Legal tobacco maintains a reasonable control on traffic of the product (until the taxes become too high.)
Apply the same logic to pot, cocaine and heroin. Buy the product direct from the growers and distribute it free to the users - cut out all the middle-man profit. If people want to kill themselves, let it be their problem and not mine. As a humanitarian gesture, offer meaningful help to addicts who actually want to quit.
Posted by: Glenmore   2007-09-02 20:21  

#7  Afghan VP: 'Britain is losing the Afghan drug war'

Who would know better than a central facilitator?

We need a move in the US Congress to express No Confidence in Karzai and his palace cronies.

This to be accompanied by a demand that Afghanistn's constitution be rewritten so as to exclude all references regarding shari'a law. Any refusal to do so should be met with the imposition of a brutal military dictatorship.

Legalizing, regulating and taxing the demand end of the heroin supply chain would be more effective.
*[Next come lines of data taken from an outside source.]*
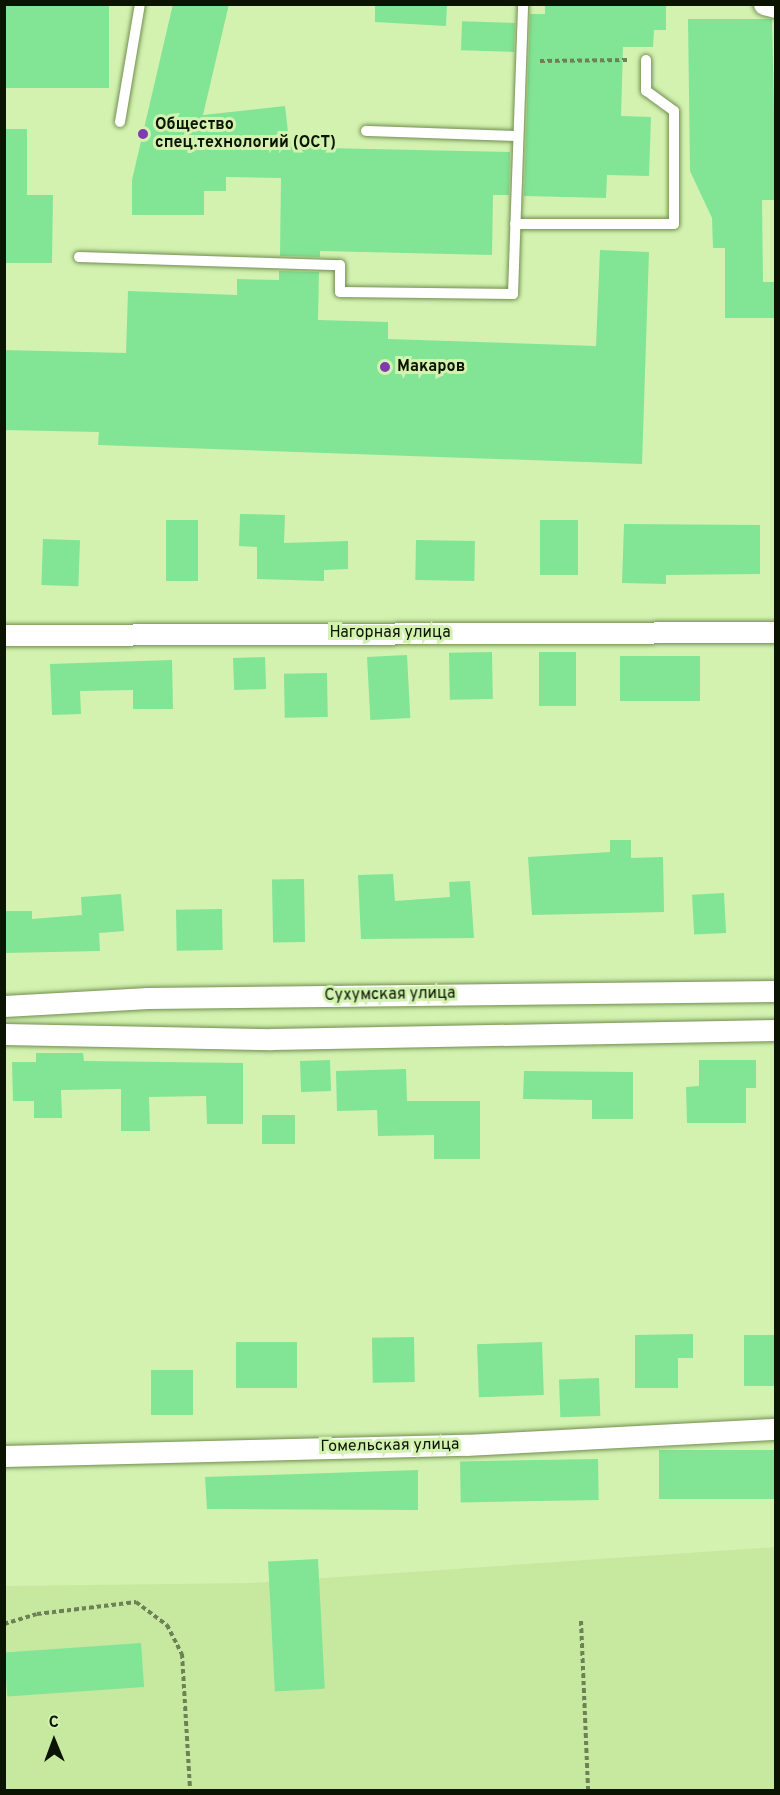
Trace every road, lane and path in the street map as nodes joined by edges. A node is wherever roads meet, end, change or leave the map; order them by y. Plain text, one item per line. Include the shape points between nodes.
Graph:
1 (140, 4) edge
2 (523, 4) edge
3 (765, 4) edge
4 (776, 7) edge
5 (646, 60) joint
6 (521, 61) junction
7 (120, 122) dead end
8 (366, 131) dead end
9 (518, 136) junction
10 (515, 224) junction
11 (79, 257) dead end
12 (776, 632) edge
13 (4, 634) edge
14 (776, 991) edge
15 (4, 1006) edge
16 (776, 1030) edge
17 (4, 1035) edge
18 (776, 1428) edge
19 (4, 1456) edge
20 (581, 1621) dead end
21 (4, 1624) edge
22 (190, 1791) edge
23 (588, 1791) edge

1 - 7 lane
2 - 6 lane
3 - 4 street
5 - 6 path
5 - 10 lane via 646,91 674,111 674,224
6 - 9 lane
8 - 9 lane
9 - 10 lane
10 - 11 lane via 513,294 340,292 340,265
12 - 13 street, Нагорная улица
14 - 15 street, Сухумская улица via 148,998
16 - 17 street via 272,1039
18 - 19 street, Гомельская улица via 466,1445
20 - 23 path
21 - 22 path via 37,1614 136,1602 167,1625 182,1654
Far too logical, Sea. You also disregard how many major global players would no longer get billions of dollars in vig related to heroin trafficking. They would be very displeased. Who do you think drives all the opposition to legalization of any sort?
Posted by: Zenster   2007-09-02 17:23  

#6  It's simple. Shoot the farmers. They are not innocent peasants. They are the enemy. They know what they are doing. Forget their hearts and minds. Just shoot them. Look, we conquered the country and we did it for the simple reason that they attacked us first. But just because you conquer a country doesn't mean you have to rebuild it or win over the people. You don't have to be nice. The primary objective is to make sure they don't attack us again. When you are the conquerer they live and die at your discretion. Do what needs to be done or else pack up and go home.
Posted by: Abu Uluque6305    2007-09-02 16:39  

#5  Besides the Afghani economic reliance on the drug trade, I suspect the European NATO troops also have little interest in curbing the profits that pour through the banks and prop up the global economy. Targeting the local farmers is counterproductive and no one is really interested in taking on the real powerbrokers profitting from terror financing.
Posted by: Danielle   2007-09-02 11:57  

#4  Legalizing, regulating and taxing the demand end of the heroin supply chain would be more effective.

/no I don't want a nation of heroin junkies but we already have one. several nations, actually.
Posted by: Seafarious   2007-09-02 11:53  

#3  Round_Up, that's so inside the box. Agent Grape would be more effective. A long term air campaign utilizing the BLEU30x2 cluster munition will keep the opium farmers pinned in their hutments all day. For maximum effect it should be parachuted in unshielded from the atmosphere, arriving cold. General Nitetrian has approved the go ahead for Project Byrds_Alive Gut Ripper.
Posted by: Throper Ghibelline9098   2007-09-02 05:34  

#2  Eradication efforts - complete with assistance to farmers who agree to alter crops - are going well elsewhere.

I was around when US troops were prohibited from making direct attacks on Viet villages, because of the hearts-and-minds policy. Watch "Rescue Dawn" for an accurate account of how heavy bombing can pacify an area and demoralize an enemy. Allowing a people to get away with harborage, is a recipe for massive enemy recruitment. Where drugs are involved, the enemy will hardly choke on prosperity.

We need a move in the US Congress to express No Confidence in Karzai and his palace cronies.
Posted by: McZoid   2007-09-02 01:57  

#1  Do you have any idea what size carrot it will take to counter the carrot that opium trade has to offer? The carrot idea is ludicrous.

Now let's talk about stick. How much Roundup can you buy for a few million dollars? Spray the crops just before they harvest it and watch the commotion. It won't be long before feeding their jihadi families will take precedence.